## [What you should do]
Copy the records below character for character.

Start of Source information

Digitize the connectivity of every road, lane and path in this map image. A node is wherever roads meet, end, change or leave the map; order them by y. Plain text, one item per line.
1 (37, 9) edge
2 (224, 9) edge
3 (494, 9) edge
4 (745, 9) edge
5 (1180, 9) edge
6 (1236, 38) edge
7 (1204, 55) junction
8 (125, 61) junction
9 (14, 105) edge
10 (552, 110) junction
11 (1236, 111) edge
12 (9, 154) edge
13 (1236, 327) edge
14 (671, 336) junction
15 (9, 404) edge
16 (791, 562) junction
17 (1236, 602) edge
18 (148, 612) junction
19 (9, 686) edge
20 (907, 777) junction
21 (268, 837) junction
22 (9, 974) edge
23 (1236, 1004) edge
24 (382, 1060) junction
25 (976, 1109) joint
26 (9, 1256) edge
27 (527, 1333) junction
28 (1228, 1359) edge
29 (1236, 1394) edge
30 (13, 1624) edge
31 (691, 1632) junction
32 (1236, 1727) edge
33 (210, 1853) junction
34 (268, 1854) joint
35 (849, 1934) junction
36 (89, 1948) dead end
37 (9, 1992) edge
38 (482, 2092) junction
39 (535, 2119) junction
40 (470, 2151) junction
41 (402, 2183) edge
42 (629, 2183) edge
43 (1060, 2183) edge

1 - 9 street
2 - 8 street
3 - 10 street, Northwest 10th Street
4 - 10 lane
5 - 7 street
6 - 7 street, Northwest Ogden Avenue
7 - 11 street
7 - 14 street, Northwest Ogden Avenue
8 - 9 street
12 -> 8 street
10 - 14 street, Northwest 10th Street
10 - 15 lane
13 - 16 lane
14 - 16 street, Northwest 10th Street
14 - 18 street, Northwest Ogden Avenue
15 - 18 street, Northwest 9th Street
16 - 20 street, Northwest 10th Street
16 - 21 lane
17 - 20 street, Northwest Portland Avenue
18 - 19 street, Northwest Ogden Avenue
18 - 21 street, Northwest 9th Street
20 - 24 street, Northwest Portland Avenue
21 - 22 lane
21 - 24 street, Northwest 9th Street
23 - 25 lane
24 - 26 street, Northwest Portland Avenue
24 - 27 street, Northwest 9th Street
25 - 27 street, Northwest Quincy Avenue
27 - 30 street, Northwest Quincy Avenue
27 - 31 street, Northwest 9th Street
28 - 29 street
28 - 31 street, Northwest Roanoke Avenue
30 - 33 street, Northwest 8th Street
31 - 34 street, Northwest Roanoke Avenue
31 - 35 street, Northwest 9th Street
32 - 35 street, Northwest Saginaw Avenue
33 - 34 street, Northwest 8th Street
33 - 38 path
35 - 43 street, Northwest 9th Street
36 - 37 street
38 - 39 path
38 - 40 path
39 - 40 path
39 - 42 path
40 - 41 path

End of Source information

## [Solution to this task]
Digitize the connectivity of every road, lane and path in this map image. A node is wherever roads meet, end, change or leave the map; order them by y. Plain text, one item per line.
1 (37, 9) edge
2 (224, 9) edge
3 (494, 9) edge
4 (745, 9) edge
5 (1180, 9) edge
6 (1236, 38) edge
7 (1204, 55) junction
8 (125, 61) junction
9 (14, 105) edge
10 (552, 110) junction
11 (1236, 111) edge
12 (9, 154) edge
13 (1236, 327) edge
14 (671, 336) junction
15 (9, 404) edge
16 (791, 562) junction
17 (1236, 602) edge
18 (148, 612) junction
19 (9, 686) edge
20 (907, 777) junction
21 (268, 837) junction
22 (9, 974) edge
23 (1236, 1004) edge
24 (382, 1060) junction
25 (976, 1109) joint
26 (9, 1256) edge
27 (527, 1333) junction
28 (1228, 1359) edge
29 (1236, 1394) edge
30 (13, 1624) edge
31 (691, 1632) junction
32 (1236, 1727) edge
33 (210, 1853) junction
34 (268, 1854) joint
35 (849, 1934) junction
36 (89, 1948) dead end
37 (9, 1992) edge
38 (482, 2092) junction
39 (535, 2119) junction
40 (470, 2151) junction
41 (402, 2183) edge
42 (629, 2183) edge
43 (1060, 2183) edge

1 - 9 street
2 - 8 street
3 - 10 street, Northwest 10th Street
4 - 10 lane
5 - 7 street
6 - 7 street, Northwest Ogden Avenue
7 - 11 street
7 - 14 street, Northwest Ogden Avenue
8 - 9 street
12 -> 8 street
10 - 14 street, Northwest 10th Street
10 - 15 lane
13 - 16 lane
14 - 16 street, Northwest 10th Street
14 - 18 street, Northwest Ogden Avenue
15 - 18 street, Northwest 9th Street
16 - 20 street, Northwest 10th Street
16 - 21 lane
17 - 20 street, Northwest Portland Avenue
18 - 19 street, Northwest Ogden Avenue
18 - 21 street, Northwest 9th Street
20 - 24 street, Northwest Portland Avenue
21 - 22 lane
21 - 24 street, Northwest 9th Street
23 - 25 lane
24 - 26 street, Northwest Portland Avenue
24 - 27 street, Northwest 9th Street
25 - 27 street, Northwest Quincy Avenue
27 - 30 street, Northwest Quincy Avenue
27 - 31 street, Northwest 9th Street
28 - 29 street
28 - 31 street, Northwest Roanoke Avenue
30 - 33 street, Northwest 8th Street
31 - 34 street, Northwest Roanoke Avenue
31 - 35 street, Northwest 9th Street
32 - 35 street, Northwest Saginaw Avenue
33 - 34 street, Northwest 8th Street
33 - 38 path
35 - 43 street, Northwest 9th Street
36 - 37 street
38 - 39 path
38 - 40 path
39 - 40 path
39 - 42 path
40 - 41 path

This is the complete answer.